The label-free proteome analysis identified altogether 656 proteins, and 503 of which were differentially expressed between nucleus pulposus cells from degenerated or normal disc cells. Using the existing nucleus pulposus transcriptomic profiling data, we integrated the proteomic and transcriptomic data of nucleus pulposus cells, and established a protein-RNA interacting network to show the combined regulatory network of intervertebral disc degeneration. In the network, we found 9 genes showed significant changes, and 6 of which (CHI3L1, KRT19, COL6A2, DPT, TNFAIP6 and COL11A2) showed concordant changes in both protein and mRNA level. Further functional analysis showed these candidates can significantly affect the degeneration of the nucleus pulposus cell when altering their expression.
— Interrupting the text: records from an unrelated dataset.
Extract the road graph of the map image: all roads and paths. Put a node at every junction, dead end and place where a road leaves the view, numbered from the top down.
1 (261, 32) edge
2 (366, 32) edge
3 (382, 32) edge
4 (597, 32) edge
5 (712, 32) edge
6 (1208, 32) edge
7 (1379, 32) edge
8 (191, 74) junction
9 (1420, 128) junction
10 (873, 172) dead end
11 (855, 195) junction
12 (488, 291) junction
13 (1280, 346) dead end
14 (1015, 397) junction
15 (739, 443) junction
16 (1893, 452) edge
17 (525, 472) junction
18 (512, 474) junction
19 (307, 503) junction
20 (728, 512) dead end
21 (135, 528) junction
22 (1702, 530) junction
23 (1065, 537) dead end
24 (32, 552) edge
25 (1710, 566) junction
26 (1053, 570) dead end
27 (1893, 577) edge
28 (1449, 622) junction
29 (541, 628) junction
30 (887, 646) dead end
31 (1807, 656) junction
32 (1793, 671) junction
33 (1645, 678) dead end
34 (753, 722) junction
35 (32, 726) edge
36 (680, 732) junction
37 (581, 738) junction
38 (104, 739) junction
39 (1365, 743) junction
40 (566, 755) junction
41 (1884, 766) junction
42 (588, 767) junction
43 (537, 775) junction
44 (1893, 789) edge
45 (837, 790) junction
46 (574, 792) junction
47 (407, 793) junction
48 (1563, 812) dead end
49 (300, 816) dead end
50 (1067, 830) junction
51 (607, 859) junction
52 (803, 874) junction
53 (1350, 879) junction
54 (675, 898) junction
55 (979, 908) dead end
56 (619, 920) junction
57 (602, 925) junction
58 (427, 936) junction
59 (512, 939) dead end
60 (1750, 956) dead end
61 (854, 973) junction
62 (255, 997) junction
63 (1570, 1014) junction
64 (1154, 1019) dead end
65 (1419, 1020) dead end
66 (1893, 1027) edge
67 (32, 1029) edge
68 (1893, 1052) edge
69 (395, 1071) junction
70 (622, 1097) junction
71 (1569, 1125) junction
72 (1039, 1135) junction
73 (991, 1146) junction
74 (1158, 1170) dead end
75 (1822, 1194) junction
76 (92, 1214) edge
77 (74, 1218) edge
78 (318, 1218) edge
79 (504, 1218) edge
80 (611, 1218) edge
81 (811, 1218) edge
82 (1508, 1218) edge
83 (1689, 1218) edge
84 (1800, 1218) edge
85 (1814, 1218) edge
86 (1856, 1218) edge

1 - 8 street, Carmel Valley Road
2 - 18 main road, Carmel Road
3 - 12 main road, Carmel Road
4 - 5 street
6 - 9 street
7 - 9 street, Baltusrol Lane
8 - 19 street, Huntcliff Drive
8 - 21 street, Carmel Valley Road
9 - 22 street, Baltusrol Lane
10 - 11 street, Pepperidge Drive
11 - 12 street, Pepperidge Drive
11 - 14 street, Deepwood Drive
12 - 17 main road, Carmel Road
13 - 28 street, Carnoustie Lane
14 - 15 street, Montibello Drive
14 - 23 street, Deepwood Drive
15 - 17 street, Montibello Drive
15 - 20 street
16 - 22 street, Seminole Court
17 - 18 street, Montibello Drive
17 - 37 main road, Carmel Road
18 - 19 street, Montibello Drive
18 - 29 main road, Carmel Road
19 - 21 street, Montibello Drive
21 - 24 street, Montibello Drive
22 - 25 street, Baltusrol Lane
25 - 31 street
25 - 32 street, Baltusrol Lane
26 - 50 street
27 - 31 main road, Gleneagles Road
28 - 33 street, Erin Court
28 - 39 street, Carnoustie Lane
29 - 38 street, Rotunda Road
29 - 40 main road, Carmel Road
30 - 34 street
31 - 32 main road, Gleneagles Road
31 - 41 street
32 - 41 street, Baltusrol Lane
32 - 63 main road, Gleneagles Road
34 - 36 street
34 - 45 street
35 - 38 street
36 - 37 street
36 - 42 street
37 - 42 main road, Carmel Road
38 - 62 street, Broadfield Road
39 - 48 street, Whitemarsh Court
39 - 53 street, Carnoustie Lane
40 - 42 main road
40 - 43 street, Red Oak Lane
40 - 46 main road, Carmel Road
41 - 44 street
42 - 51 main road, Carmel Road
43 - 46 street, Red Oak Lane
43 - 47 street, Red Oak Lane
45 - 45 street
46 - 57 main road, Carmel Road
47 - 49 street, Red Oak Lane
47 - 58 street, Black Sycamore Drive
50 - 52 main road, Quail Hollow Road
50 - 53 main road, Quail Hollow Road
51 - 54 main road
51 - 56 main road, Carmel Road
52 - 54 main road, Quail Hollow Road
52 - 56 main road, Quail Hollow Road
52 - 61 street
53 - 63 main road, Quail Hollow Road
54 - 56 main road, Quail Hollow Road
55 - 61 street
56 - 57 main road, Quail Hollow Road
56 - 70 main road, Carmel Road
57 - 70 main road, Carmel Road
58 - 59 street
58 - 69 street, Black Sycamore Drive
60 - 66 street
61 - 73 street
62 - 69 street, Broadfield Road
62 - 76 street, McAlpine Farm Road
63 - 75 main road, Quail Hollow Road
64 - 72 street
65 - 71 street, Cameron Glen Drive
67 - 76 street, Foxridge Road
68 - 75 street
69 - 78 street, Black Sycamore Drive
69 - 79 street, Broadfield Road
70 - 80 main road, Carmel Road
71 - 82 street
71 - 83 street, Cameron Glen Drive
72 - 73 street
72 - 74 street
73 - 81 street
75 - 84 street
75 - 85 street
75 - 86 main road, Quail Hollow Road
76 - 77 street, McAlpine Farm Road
This study is the first to use combined analysis of proteomic and transcriptomic profiling data to identify novel regulatory network of nucleus pulposus cells in intervertebral disc degeneration. Our established protein-RNA interacting network demonstrated novel regulatory mechanisms and key genes that may play vital roles in the pathogenesis of intervertebral disc degeneration.
椎间盘退变是导致下腰痛和颈痛的主要原因。研究试图利用转录组或蛋白质组分析来揭示调控网络。然而,这两种方法都没有完全阐明退变过程的确切机制。由于转录后调控可以通过调节 mRNA 向蛋白质产物的翻译过程来影响基因表达,因此转录组和蛋白质组的联合研究可能为椎间盘退变的关键调控网络提供更多的见解。
为了获得蛋白质组和转录组数据,我们对新鲜分离的髓核细胞进行无标记蛋白质组分析,并从基因表达综合数据库中获得转录组谱数据。为了鉴定髓核细胞中椎间盘退变的关键调控网络,我们进行了生物信息学分析,并建立了蛋白质-RNA 相互作用网络。为了验证候选基因,我们进行了体外实验和免疫化学标记,以确定它们在髓核退变过程中的潜在功能。
无标记蛋白质组分析共鉴定出 656 种蛋白质,其中 503 种在退变和正常椎间盘细胞的髓核细胞之间表达差异。利用现有的髓核转录组谱数据,我们整合了髓核细胞的蛋白质组和转录组数据,建立了蛋白质-RNA 相互作用网络,以显示椎间盘退变的综合调控网络。在该网络中,我们发现 9 个基因发生了显著变化,其中 6 个基因(CHI3L1、KRT19、COL6A2、DPT、TNFAIP6 和 COL11A2)在蛋白质和 mRNA 水平上均发生了一致性变化。进一步的功能分析表明,这些候选基因在改变其表达时,可显著影响髓核细胞的退变。
本研究首次利用蛋白质组和转录组谱数据的联合分析,鉴定了椎间盘退变中髓核细胞的新调控网络。我们建立的蛋白质-RNA 相互作用网络展示了新的调控机制和关键基因,它们可能在椎间盘退变的发病机制中发挥重要作用。